Completed by global engineering consulting firm WSP with funds from Local Government NSW, the Future Proofing Residential Development to Climate Change report was released earlier in 2021.

The authors aimed to test modern building standards against the impending effects of climate change to see how they stacked up across the categories of building thermal performance, energy consumption, greenhouse gas emissions and water demand.

They modelled the performance of compliant structures against future climate projections for Eastern Sydney, including the Randwick, Woollahra and Waverley council regions.

They said that with elevating temperatures, demand for thermal cooling and water usage would go up, rendering the majority of building types non-compliant with present BASIX requirements by as soon as 2030.

Former BASIX policy developer David Holden, now director of urban sustainability software firm Kinesis, informed The Fifth Estate that the present system was set for a transformation.

BASIX was created to address resource consumption and emissions of new residences more than 15 years ago, Holden said.

The question, in his mind, was will these houses be liveable in the future?
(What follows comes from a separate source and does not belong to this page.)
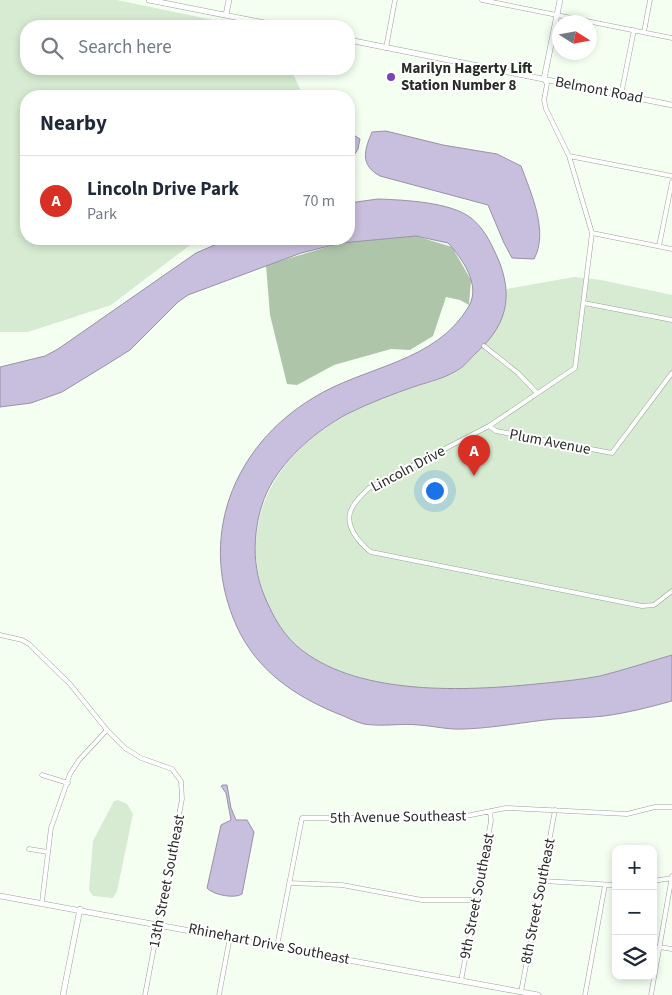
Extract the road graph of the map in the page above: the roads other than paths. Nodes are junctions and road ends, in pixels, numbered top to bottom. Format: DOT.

And will our infrastructure meet the challenge?

While the study was inspired by modelling for Sydney’s Eastern beaches, the authors say that the conclusions might be applicable to other jurisdictions undergoing similar shifts in temperature and rainfall.
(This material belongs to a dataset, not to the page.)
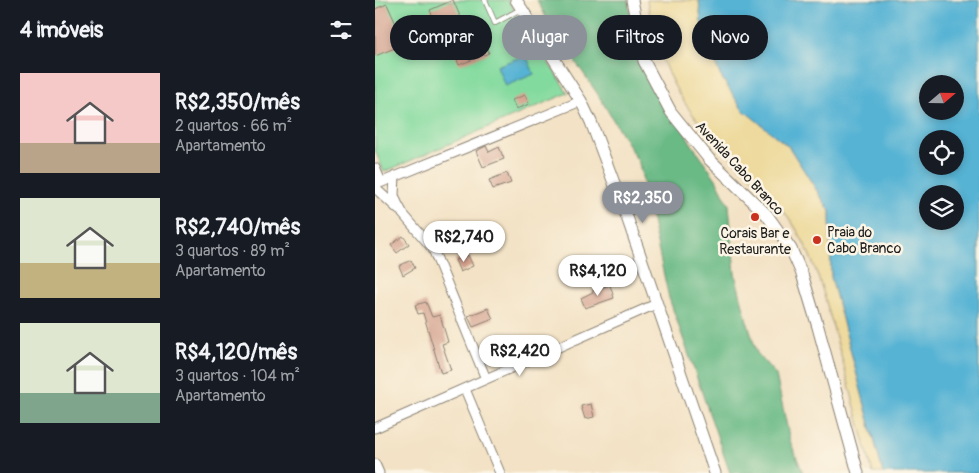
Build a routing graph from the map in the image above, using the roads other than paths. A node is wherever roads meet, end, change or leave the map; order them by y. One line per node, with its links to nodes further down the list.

This stands among the most complete and targeted studies in exploring the place of BASIX against the more extreme results of climate change.

The Randwick City Council has indicated that the report’s recommendations would be presented at a June meeting, after which they will come up for a vote.

With elevating temperatures looming in the future, the study predicted that summertime energy demand for mechanical cooling like airconditioning would go up substantially.

The study’s modelling indicates that, in 2030, cooling loads would rise by 70 per cent on average above contemporary baseline demand while by 2070 they would rise by 308 per cent on average above contemporary baseline demands.

The buildings most afflicted by hot temperatures would be the attached, detached and low-rise dwellings, while the least affected would be high-rise buildings which would benefit from possessing a higher ratio of shared walls, floors and ceilings and access to improved natural ventilation.

These results demonstrate it is feasible the homes approved for building now will be ill-suited for residence by 2070, without elevated levels of mechanical cooling to keep comfortable, secure and liveable conditions, the report stated.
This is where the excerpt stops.